§ **Task requirements**
Where the string "highway" shows up in a line of the records, copy that line.

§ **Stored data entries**

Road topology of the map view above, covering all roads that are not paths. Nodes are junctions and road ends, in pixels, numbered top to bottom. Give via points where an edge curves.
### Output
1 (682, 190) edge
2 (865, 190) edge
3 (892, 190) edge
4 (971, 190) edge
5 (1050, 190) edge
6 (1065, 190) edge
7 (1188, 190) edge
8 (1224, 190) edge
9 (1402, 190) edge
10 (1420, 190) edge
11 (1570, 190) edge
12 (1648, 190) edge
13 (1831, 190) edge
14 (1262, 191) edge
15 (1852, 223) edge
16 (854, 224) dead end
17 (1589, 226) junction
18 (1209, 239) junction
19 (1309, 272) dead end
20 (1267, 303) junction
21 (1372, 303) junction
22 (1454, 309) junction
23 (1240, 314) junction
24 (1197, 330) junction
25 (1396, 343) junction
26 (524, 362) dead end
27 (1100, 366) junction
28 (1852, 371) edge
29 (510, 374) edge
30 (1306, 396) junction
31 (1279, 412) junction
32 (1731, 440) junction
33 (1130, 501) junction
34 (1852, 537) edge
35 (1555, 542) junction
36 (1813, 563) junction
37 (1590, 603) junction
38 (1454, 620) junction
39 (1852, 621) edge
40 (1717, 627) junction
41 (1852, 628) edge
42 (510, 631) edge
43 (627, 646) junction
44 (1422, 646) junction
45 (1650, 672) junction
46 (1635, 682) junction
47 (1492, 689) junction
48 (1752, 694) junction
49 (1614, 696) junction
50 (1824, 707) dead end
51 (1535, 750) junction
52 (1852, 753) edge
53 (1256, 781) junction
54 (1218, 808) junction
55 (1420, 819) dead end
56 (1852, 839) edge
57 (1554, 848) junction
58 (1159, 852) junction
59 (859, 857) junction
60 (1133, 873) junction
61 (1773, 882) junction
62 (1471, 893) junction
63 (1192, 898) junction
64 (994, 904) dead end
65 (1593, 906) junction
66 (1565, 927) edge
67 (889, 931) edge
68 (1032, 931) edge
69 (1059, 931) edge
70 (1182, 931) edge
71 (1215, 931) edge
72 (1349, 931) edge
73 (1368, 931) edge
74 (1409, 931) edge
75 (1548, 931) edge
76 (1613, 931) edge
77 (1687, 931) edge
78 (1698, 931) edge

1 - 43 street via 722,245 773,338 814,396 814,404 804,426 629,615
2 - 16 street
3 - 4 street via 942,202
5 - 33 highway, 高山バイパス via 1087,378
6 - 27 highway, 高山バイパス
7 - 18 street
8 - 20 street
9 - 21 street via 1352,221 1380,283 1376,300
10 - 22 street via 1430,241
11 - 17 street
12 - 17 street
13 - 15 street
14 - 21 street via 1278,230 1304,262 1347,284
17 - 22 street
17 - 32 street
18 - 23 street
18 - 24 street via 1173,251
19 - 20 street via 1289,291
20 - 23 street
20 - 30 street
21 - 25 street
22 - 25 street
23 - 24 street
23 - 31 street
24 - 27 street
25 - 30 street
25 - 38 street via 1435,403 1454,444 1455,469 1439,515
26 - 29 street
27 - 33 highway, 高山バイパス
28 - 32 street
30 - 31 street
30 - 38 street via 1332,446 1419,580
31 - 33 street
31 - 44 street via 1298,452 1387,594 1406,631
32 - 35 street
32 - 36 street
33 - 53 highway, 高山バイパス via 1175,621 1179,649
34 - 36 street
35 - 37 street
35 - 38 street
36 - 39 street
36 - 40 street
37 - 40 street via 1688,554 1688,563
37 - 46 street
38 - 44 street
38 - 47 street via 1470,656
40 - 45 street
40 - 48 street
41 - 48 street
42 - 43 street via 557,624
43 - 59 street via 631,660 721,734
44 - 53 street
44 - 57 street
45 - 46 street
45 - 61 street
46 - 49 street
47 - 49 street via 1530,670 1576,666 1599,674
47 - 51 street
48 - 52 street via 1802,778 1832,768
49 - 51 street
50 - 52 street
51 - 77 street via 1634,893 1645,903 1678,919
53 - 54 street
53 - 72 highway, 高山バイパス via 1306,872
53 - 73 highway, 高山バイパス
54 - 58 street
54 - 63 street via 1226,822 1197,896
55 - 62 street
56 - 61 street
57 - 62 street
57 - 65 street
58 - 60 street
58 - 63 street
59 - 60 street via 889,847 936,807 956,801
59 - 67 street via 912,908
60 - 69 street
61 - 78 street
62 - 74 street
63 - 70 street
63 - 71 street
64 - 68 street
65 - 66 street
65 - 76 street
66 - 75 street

§ **Your solution**
5 - 33 highway, 高山バイパス via 1087,378
6 - 27 highway, 高山バイパス
27 - 33 highway, 高山バイパス
33 - 53 highway, 高山バイパス via 1175,621 1179,649
53 - 72 highway, 高山バイパス via 1306,872
53 - 73 highway, 高山バイパス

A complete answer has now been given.